No, not a wet brick. I didn't get a chance to take the camera out last week, so we're sort of on the dregs just now. If you look carefully you can see the drips from the downspout, though.
Drips aren't what I want either, by the way. I have enough of those in my life already.
No, what I want just for a few hours is to be back in that part of life where singing Twinkle Twinkle really does make the stars come out.
I should mention before I get much further that I've been working with ECS kids for the past couple of days. It's fun, but it'll make it that much harder to go back to Grade Six mentality tomorrow.
The problem with wanting to be back in kindergarten, however, is that it's very much a case of misplaced nostalgia. All I'd have to do is bring it up with my family to find out in a hurry that I never was the ideal of a carefree child. I was bookish, I was neurotic (yes, already), and I couldn't walk properly.
Ah, the good old days.
Still can't walk properly, actually, but that's a completely different topic that will crop up here more often than you want to hear about anyway and I say let's leave it for now so that you're not prematurely sick of it.

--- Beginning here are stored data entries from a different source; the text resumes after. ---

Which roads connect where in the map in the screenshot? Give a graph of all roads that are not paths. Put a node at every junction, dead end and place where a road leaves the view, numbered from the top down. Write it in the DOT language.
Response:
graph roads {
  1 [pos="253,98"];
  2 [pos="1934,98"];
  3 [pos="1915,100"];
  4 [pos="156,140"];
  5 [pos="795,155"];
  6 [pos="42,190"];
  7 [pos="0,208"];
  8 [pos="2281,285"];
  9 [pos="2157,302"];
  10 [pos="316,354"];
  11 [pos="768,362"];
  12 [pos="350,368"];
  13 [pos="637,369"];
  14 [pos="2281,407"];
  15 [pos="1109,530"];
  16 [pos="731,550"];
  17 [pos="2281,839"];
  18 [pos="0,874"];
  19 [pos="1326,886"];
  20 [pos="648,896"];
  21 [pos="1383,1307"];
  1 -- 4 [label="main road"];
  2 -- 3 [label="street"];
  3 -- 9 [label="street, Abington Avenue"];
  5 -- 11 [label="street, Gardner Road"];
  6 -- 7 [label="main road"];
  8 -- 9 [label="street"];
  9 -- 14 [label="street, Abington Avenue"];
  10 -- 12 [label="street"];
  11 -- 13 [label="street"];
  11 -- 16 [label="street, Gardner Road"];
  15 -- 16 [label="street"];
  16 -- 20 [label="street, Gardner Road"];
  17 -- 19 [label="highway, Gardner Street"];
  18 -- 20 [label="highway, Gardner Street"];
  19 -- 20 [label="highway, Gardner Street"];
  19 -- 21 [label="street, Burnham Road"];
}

And don't bother to even check the grammar on that last sentence. It'd make your eyes bleed.
I suppose what I want is to be something that I'm incapable of being. I'm not wired to do simple pleasure, really. I'm always too busy worrying about what the end result will be.
I have a bit of trouble stopping my brain, you see.
OLF.
But in the end, would I be happy if I could be something that I'm incapable of being? If something happened tomorrow that made it possible for me to stop and count dandelions without five thousand other things going on in my head, would it really be what I want?
I certainly wouldn't be me anymore.
Bit of a pickle, that. Can a person be happy if she's lost part of what makes her herself?
It's kind of like the whole bipolar thing. You hear of so many bipolar people who resist taking drugs to lessen the swings (and if anyone hasn't seen Stephen Fry's The Secret Life of the Manic Depressive, it's worth a look. Not the easiest thing to find on this side of the pond, but there are definitely ways) because they're uncertain about losing such a large part of how they identify themselves.
Is happiness more important than self-identity?
No clue, obviously.
But I can't help wondering. In the end, maybe what I really want is the chance to try (for a day or maybe even an hour) being something other than I am with no consequences. Would I like it? Would it make me appreciate what I already have?
Dunno.
These posts almost always end that way, if you hadn't noticed. And then they say something like I need to get back to work.
I do, actually.
This got a bit weirder than I was planning it to anyway. I guess that's what a person gets for trying to post while carrying on a text conversation and eating lunch all at the same time.
Ok then.
Back to work.
Incidentally, how do you feel about facial hair?
2 comments:
Not so weird a post. I was an introverted child. I was not a joiner, mixer or talker. I read books. From about age five. That was fine when I was little. But when I became a teen and still preferred my books to a social life. My mother got a bit panicky. But then, my mother was a bit like me when she was little also. But once, I did step out of my comfort zone. In grade three I sang with three other little girls "twinkle twinkle little star" all five verses. The only problem being that the other two girls froze up. And I was there singing all alone.
"The Star"
Twinkle, twinkle, little star,
How I wonder what you are!
Up above the world so high,
Like a diamond in the sky.
When the blazing sun is gone,
When he nothing shines upon,
Then you show your little light,
Twinkle, twinkle, all the night.
Then the traveller in the dark,
Thanks you for your tiny spark:
He could not see which way to go,
If you did not twinkle so.
In the dark blue sky you keep,
And often through my curtains peep,
For you never shut your eye,
Till the sun is in the sky.
As your bright and tiny spark
Lights the traveller in the dark,
Though I know not what you are,
Twinkle, twinkle, little star.
But moving out of my comfort zone was so exhilarating that I wish I did it more often. When I do, I feel petrified. But afterwards I feel magnificent. I highly recommend it.
I think, though, that there's a pretty big difference between stepping out of your comfort zone (which, I think it's fair to say, I do on an almost daily basis at work) and wanting to be something that you're just plain not capable of being.
One's taking a chance. The other? Futility, I guess.